» Exercise directions
Transcribe the following records in full, exactly as shown.

+ + + + + + +

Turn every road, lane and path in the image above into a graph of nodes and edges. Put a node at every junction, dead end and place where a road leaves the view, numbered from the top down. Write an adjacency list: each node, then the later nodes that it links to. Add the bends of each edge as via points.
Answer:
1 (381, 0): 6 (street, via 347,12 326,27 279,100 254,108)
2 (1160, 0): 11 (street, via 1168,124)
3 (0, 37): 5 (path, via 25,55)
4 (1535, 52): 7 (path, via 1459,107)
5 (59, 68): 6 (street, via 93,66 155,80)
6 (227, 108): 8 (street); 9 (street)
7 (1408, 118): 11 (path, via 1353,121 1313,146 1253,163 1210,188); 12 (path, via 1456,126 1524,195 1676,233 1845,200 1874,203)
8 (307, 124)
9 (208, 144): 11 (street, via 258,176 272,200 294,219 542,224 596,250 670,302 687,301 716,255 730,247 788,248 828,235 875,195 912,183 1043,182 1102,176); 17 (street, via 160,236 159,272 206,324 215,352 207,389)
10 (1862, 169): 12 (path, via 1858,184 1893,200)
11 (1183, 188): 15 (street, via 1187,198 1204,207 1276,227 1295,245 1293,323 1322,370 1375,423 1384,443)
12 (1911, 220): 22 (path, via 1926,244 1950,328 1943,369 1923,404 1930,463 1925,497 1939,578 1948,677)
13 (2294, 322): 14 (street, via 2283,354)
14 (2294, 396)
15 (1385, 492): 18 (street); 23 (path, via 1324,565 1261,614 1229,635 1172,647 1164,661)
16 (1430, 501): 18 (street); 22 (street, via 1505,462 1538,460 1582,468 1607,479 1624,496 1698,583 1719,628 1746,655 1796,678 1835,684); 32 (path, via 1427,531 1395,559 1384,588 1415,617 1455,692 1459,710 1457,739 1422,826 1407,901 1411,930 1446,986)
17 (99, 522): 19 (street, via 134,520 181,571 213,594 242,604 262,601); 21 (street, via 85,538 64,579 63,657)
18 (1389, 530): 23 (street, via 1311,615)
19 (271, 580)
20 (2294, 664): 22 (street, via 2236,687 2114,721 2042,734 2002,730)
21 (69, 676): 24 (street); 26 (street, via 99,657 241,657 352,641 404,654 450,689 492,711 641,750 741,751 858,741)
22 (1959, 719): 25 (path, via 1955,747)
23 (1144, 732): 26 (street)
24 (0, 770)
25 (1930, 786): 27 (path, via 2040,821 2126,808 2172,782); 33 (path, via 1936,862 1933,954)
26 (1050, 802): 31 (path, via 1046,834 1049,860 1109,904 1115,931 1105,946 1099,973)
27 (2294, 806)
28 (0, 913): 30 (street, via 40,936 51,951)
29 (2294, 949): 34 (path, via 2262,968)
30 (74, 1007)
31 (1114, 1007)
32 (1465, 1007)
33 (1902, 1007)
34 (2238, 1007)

+ + + + + + +

» Worked solution
Turn every road, lane and path in the image above into a graph of nodes and edges. Put a node at every junction, dead end and place where a road leaves the view, numbered from the top down. Write an adjacency list: each node, then the later nodes that it links to. Add the bends of each edge as via points.
Answer:
1 (381, 0): 6 (street, via 347,12 326,27 279,100 254,108)
2 (1160, 0): 11 (street, via 1168,124)
3 (0, 37): 5 (path, via 25,55)
4 (1535, 52): 7 (path, via 1459,107)
5 (59, 68): 6 (street, via 93,66 155,80)
6 (227, 108): 8 (street); 9 (street)
7 (1408, 118): 11 (path, via 1353,121 1313,146 1253,163 1210,188); 12 (path, via 1456,126 1524,195 1676,233 1845,200 1874,203)
8 (307, 124)
9 (208, 144): 11 (street, via 258,176 272,200 294,219 542,224 596,250 670,302 687,301 716,255 730,247 788,248 828,235 875,195 912,183 1043,182 1102,176); 17 (street, via 160,236 159,272 206,324 215,352 207,389)
10 (1862, 169): 12 (path, via 1858,184 1893,200)
11 (1183, 188): 15 (street, via 1187,198 1204,207 1276,227 1295,245 1293,323 1322,370 1375,423 1384,443)
12 (1911, 220): 22 (path, via 1926,244 1950,328 1943,369 1923,404 1930,463 1925,497 1939,578 1948,677)
13 (2294, 322): 14 (street, via 2283,354)
14 (2294, 396)
15 (1385, 492): 18 (street); 23 (path, via 1324,565 1261,614 1229,635 1172,647 1164,661)
16 (1430, 501): 18 (street); 22 (street, via 1505,462 1538,460 1582,468 1607,479 1624,496 1698,583 1719,628 1746,655 1796,678 1835,684); 32 (path, via 1427,531 1395,559 1384,588 1415,617 1455,692 1459,710 1457,739 1422,826 1407,901 1411,930 1446,986)
17 (99, 522): 19 (street, via 134,520 181,571 213,594 242,604 262,601); 21 (street, via 85,538 64,579 63,657)
18 (1389, 530): 23 (street, via 1311,615)
19 (271, 580)
20 (2294, 664): 22 (street, via 2236,687 2114,721 2042,734 2002,730)
21 (69, 676): 24 (street); 26 (street, via 99,657 241,657 352,641 404,654 450,689 492,711 641,750 741,751 858,741)
22 (1959, 719): 25 (path, via 1955,747)
23 (1144, 732): 26 (street)
24 (0, 770)
25 (1930, 786): 27 (path, via 2040,821 2126,808 2172,782); 33 (path, via 1936,862 1933,954)
26 (1050, 802): 31 (path, via 1046,834 1049,860 1109,904 1115,931 1105,946 1099,973)
27 (2294, 806)
28 (0, 913): 30 (street, via 40,936 51,951)
29 (2294, 949): 34 (path, via 2262,968)
30 (74, 1007)
31 (1114, 1007)
32 (1465, 1007)
33 (1902, 1007)
34 (2238, 1007)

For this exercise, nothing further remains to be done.